- _TASK TO CARRY OUT_:
In the entries below, identify every line with the string "wherever" and copy it.

- _DATA SHOWN_:
•••
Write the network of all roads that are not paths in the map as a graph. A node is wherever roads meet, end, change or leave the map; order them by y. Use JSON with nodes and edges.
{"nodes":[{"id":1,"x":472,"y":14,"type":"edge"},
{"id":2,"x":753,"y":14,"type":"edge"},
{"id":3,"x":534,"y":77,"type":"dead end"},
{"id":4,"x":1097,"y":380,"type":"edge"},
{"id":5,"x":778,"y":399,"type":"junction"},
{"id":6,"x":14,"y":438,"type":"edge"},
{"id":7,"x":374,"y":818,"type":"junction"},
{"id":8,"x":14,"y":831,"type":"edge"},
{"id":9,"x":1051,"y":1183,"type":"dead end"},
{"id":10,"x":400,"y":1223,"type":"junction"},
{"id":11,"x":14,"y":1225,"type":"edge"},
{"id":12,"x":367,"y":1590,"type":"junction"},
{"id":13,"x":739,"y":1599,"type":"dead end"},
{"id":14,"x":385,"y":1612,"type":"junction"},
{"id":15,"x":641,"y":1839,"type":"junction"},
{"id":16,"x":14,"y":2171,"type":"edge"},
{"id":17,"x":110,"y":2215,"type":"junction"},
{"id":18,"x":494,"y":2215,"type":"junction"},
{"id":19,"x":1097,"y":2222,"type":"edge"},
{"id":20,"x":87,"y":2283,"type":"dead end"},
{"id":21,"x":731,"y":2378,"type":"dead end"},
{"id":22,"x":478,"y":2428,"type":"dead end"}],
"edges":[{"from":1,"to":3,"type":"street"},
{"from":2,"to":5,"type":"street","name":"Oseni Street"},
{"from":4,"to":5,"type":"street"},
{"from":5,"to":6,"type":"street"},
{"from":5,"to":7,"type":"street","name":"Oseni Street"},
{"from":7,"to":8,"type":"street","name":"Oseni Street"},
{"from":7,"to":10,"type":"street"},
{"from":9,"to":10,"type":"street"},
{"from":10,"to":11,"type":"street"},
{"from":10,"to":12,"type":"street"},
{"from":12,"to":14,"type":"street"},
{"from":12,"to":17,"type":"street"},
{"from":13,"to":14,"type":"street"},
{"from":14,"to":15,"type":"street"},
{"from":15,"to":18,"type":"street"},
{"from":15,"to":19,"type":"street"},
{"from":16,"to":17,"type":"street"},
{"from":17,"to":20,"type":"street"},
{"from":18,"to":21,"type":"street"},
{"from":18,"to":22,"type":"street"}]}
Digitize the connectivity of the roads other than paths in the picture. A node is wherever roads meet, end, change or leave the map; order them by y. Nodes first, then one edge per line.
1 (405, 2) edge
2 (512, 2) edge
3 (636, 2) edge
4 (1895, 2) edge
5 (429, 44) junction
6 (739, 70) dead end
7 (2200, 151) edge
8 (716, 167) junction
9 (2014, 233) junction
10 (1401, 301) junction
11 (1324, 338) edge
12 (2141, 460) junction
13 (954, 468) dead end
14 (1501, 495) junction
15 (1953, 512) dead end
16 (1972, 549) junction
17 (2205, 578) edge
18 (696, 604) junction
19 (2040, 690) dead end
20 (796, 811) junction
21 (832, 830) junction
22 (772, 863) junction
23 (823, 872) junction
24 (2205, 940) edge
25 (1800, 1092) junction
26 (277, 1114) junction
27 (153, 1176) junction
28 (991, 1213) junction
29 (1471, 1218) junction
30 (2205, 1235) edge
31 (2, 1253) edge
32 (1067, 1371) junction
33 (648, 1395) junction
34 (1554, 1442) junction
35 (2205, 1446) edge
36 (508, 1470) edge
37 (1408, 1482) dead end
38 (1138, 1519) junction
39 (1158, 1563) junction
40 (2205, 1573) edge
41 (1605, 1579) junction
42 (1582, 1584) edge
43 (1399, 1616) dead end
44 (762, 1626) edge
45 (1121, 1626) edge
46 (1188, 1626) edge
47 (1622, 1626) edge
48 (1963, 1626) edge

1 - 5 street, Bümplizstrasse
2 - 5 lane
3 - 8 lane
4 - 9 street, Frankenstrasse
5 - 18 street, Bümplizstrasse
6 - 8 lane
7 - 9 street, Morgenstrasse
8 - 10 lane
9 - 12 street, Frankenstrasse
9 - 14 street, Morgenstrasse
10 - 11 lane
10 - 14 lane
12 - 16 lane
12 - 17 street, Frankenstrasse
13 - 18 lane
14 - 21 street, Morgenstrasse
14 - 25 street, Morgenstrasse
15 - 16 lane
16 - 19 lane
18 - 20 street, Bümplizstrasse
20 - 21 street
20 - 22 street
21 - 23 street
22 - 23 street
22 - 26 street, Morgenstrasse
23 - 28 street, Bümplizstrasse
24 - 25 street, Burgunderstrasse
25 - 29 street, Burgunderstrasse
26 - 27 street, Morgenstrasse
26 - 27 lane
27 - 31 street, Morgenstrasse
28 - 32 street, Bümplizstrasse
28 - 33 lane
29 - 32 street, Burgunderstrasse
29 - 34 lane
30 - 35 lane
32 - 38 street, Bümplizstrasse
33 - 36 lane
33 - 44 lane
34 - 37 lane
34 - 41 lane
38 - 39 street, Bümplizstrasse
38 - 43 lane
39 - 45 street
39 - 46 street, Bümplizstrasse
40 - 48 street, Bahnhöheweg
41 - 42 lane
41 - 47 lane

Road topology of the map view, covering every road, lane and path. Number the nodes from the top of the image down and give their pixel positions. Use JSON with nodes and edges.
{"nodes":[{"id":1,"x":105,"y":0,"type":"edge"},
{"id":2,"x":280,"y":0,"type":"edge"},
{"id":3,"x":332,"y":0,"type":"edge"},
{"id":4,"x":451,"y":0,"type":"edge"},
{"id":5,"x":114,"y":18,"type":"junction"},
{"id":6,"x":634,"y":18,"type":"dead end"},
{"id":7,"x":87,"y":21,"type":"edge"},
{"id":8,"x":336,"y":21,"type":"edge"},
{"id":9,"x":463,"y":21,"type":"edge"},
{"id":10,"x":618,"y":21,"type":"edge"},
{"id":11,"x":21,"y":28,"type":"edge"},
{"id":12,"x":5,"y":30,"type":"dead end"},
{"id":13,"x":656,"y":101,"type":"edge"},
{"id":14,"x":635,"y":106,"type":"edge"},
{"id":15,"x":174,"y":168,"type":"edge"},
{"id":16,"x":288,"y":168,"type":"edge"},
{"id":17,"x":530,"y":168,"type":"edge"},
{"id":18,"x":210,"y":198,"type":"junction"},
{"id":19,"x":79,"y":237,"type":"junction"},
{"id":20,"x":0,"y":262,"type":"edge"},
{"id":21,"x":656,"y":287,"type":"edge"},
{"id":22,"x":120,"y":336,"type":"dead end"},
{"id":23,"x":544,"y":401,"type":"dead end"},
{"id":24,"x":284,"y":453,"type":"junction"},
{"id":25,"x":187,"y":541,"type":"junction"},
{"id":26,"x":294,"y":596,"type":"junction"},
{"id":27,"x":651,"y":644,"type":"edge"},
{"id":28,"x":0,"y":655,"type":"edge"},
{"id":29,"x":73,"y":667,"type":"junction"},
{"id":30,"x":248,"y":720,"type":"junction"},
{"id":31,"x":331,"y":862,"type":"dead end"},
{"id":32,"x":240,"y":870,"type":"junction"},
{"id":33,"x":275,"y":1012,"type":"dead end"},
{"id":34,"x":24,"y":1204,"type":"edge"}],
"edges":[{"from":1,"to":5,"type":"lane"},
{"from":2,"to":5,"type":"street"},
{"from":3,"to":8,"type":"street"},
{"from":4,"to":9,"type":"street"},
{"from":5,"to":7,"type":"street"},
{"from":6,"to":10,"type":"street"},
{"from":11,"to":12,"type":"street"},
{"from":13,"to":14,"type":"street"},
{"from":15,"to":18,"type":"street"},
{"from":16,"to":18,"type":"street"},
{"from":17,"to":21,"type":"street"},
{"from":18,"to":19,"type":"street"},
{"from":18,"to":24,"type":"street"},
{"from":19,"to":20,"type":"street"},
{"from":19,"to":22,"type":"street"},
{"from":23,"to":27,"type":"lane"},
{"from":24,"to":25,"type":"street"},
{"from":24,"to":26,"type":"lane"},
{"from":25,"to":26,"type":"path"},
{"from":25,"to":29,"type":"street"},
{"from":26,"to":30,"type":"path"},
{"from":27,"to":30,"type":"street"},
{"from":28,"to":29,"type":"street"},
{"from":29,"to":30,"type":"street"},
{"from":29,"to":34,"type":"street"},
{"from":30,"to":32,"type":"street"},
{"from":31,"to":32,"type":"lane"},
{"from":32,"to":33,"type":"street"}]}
•••
- _EXERCISE SOLUTION_:
Write the network of all roads that are not paths in the map as a graph. A node is wherever roads meet, end, change or leave the map; order them by y. Use JSON with nodes and edges.
Digitize the connectivity of the roads other than paths in the picture. A node is wherever roads meet, end, change or leave the map; order them by y. Nodes first, then one edge per line.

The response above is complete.